[Dataset entries]
......

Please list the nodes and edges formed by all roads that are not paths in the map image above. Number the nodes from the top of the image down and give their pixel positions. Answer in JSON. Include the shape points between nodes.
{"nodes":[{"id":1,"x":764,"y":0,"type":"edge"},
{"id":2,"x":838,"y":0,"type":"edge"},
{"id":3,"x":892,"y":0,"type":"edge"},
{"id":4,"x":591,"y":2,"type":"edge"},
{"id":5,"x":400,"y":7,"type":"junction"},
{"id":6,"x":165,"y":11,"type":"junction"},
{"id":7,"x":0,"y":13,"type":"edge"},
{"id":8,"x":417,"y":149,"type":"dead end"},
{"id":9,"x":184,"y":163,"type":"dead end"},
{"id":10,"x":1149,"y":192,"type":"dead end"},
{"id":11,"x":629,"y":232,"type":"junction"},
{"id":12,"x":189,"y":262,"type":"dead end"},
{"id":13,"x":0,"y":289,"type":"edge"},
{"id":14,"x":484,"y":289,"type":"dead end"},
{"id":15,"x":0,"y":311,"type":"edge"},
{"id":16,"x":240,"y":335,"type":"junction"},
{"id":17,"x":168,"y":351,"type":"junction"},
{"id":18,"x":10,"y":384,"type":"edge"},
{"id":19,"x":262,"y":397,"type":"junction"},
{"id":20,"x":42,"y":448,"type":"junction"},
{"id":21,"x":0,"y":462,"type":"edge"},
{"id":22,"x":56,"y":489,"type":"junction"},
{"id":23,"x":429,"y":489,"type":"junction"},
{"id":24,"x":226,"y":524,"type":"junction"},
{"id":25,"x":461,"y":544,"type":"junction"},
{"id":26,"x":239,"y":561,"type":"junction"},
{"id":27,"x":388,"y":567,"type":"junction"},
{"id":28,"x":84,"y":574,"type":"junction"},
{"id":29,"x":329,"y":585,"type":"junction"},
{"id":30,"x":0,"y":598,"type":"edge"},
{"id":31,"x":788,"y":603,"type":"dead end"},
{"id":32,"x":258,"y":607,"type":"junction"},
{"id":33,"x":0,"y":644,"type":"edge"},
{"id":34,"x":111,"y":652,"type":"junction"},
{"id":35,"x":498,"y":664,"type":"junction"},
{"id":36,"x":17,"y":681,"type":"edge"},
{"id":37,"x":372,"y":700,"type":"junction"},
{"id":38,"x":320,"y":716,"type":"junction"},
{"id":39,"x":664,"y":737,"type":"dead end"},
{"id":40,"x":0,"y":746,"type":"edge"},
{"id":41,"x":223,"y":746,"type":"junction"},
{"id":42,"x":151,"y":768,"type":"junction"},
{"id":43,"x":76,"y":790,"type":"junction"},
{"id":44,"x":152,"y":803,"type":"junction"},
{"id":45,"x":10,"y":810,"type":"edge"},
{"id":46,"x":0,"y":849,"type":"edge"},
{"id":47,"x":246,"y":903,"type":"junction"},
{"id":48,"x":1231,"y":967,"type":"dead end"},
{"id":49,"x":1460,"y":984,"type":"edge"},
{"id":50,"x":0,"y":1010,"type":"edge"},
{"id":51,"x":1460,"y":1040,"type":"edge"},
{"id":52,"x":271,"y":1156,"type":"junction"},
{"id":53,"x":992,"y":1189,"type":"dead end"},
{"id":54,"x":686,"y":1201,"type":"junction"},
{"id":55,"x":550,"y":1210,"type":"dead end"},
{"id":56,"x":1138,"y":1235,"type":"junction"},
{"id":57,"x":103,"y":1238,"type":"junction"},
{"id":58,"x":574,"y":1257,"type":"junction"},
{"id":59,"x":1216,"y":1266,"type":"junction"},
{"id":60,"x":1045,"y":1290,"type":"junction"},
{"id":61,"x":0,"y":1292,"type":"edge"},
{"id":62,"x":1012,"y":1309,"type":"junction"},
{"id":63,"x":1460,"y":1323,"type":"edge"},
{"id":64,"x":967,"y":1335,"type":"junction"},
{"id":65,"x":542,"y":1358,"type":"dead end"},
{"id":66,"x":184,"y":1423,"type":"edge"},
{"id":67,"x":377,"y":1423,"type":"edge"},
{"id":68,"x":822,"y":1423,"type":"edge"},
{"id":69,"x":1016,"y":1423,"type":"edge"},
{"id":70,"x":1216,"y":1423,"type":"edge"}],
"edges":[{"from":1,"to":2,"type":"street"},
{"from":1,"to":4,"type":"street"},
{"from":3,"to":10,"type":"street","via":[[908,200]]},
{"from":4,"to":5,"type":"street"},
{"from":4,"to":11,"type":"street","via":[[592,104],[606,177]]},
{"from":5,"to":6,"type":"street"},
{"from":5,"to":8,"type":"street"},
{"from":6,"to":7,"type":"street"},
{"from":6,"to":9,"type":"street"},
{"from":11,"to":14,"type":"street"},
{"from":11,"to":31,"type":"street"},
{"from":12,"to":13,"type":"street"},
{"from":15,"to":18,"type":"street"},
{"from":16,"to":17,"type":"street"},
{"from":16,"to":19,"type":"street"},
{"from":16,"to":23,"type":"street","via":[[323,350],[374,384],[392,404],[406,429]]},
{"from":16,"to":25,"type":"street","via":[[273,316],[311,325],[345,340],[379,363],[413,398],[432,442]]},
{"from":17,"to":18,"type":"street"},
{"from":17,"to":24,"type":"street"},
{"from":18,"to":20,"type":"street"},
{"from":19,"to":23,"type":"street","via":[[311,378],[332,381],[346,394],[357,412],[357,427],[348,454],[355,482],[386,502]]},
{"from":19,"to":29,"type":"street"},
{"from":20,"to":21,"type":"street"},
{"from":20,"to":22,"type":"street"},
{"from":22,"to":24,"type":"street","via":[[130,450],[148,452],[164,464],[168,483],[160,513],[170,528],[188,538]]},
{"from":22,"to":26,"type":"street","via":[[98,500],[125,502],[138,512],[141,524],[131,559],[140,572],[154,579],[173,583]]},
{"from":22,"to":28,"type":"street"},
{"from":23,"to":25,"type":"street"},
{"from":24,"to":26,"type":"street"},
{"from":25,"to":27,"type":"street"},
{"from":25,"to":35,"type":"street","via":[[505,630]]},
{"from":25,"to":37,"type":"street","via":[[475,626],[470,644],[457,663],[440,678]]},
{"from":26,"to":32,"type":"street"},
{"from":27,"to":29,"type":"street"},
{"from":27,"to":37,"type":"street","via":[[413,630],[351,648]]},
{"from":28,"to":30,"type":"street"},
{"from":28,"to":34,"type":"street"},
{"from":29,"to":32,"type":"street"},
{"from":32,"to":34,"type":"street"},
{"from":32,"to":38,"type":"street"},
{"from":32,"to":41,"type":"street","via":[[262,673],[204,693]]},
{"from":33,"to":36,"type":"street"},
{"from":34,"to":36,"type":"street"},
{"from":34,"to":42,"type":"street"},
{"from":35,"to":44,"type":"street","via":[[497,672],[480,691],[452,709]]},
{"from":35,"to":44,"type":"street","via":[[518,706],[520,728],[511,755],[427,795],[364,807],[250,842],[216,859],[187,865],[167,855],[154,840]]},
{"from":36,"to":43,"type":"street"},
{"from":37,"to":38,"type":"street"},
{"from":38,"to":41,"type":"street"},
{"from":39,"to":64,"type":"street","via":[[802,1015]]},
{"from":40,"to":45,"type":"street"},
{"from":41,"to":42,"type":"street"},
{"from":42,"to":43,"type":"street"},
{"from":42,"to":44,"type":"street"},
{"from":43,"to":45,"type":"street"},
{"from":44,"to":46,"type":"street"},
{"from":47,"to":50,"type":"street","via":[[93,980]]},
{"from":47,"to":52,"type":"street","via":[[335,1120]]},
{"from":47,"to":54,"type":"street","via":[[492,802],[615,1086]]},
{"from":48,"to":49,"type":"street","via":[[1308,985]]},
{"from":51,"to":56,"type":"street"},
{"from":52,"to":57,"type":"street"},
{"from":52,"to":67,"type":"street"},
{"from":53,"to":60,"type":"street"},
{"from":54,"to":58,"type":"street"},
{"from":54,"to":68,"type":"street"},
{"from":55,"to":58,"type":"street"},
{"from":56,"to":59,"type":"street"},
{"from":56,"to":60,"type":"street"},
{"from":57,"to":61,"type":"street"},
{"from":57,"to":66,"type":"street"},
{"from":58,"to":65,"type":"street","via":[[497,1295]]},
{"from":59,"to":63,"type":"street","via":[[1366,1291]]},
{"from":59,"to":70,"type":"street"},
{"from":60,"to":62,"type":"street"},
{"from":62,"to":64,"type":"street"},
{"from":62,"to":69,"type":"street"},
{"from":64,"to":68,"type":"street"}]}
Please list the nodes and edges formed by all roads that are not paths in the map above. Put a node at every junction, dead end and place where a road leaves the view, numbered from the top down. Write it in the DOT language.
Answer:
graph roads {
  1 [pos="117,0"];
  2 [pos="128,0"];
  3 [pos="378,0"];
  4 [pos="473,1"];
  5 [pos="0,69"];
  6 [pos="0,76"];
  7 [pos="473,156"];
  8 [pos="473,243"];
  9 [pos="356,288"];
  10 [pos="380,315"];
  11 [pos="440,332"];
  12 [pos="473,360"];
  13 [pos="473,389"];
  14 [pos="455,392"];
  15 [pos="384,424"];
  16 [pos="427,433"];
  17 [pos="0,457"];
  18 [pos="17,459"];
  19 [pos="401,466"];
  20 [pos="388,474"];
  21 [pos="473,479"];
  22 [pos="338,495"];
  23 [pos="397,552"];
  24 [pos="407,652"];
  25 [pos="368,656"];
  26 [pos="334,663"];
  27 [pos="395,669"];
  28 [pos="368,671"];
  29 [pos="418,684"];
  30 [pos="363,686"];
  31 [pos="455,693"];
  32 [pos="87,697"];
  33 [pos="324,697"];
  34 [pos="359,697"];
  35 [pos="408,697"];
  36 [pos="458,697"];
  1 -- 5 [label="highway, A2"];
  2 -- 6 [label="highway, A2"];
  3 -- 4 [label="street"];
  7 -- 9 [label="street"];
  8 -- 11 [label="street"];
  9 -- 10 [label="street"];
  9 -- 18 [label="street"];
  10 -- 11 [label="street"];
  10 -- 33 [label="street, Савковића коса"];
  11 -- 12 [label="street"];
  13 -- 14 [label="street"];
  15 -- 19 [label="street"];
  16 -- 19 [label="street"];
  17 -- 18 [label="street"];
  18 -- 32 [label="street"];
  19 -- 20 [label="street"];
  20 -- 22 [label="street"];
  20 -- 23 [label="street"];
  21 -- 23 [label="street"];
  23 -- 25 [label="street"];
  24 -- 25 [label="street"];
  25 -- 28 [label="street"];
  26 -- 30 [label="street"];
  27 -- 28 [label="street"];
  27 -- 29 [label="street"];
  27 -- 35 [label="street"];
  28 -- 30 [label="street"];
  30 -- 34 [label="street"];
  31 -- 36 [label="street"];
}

......

# [What you have to do]
This exercise requires the lines of the entries containing the string "roads".

# [Task response]
Please list the nodes and edges formed by all roads that are not paths in the map image above. Number the nodes from the top of the image down and give their pixel positions. Answer in JSON. Include the shape points between nodes.
Please list the nodes and edges formed by all roads that are not paths in the map above. Put a node at every junction, dead end and place where a road leaves the view, numbered from the top down. Write it in the DOT language.
graph roads {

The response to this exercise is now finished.